Most redaction and data-protection failures come from mismatches between narrow token-level detectors and varied real-world text. This dataset supplies 300,000 synthetic and curated text examples with span-level PII annotations across six European languages, aiming to reduce that mismatch and give practitioners a single, sizable benchmark for token-level masking workflows.
What Sets It Apart
- Scope and scale: 300k annotated examples makes it one of the larger public PII masking corpora intended for multilingual model training and evaluation, not only one-off test suites.

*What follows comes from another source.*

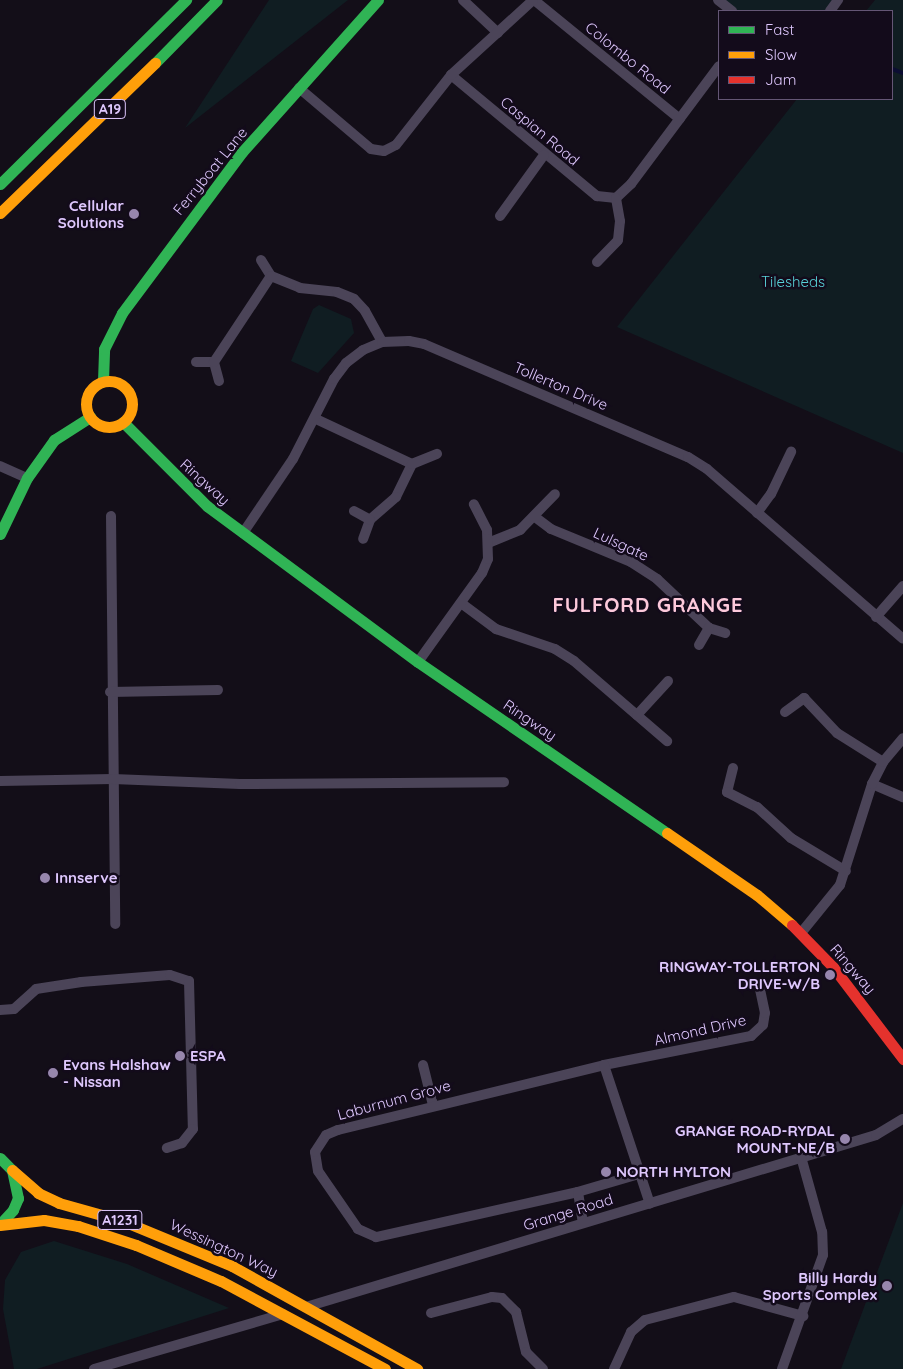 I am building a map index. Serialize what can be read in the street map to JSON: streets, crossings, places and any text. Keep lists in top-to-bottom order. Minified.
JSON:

- Multilingual coverage: includes English, French, German, Italian, Spanish, and Dutch — useful when evaluating cross-lingual transfer and multilingual token classifiers.
- Task-oriented annotations: annotations are provided at the span/token level for masking/redaction tasks, making the dataset directly usable for token-classification and sequence-labeling pipelines.
- Reproducible citation: dataset has a DOI (10.57967/hf/1995) to ease academic and industry referencing.
Who It's For and Trade-offs
Great fit if you need a large, multilingual training or benchmark set for PII detection/masking, or to measure model robustness across languages and domains. It works well for token-classification models, data-privacy tooling, and pre-/post-processing evaluation in redaction pipelines. Look elsewhere if you need human-verified legal adjudication of what counts as PII (this dataset mixes synthetic and curated examples and does not replace legal review), or if your target language set falls outside the six covered languages.
Where It Fits
Use this dataset to pretrain or fine-tune token-level PII detectors, to evaluate masking strategies in data pipelines, or to stress-test LLM prompt-based redaction via supervised baselines. It complements smaller, hand-curated legal PII corpora and larger general-purpose corpora by providing focused, span-level redaction annotations.
How It Was Built (brief)
Creators aggregated synthetic and curated text samples, annotated spans corresponding to PII categories, and packaged the data in JSON format with metadata and provenance tags. The dataset card lists task tags (token-classification, QA, summarization, etc.) because the corpus can be repurposed for multiple downstream tasks, but its primary value remains token-level masking.
Overall, the dataset is a practical benchmark for teams building automated PII redaction and detection systems — valuable for multilingual evaluation and model comparison, but not a substitute for legal or domain-specific human review.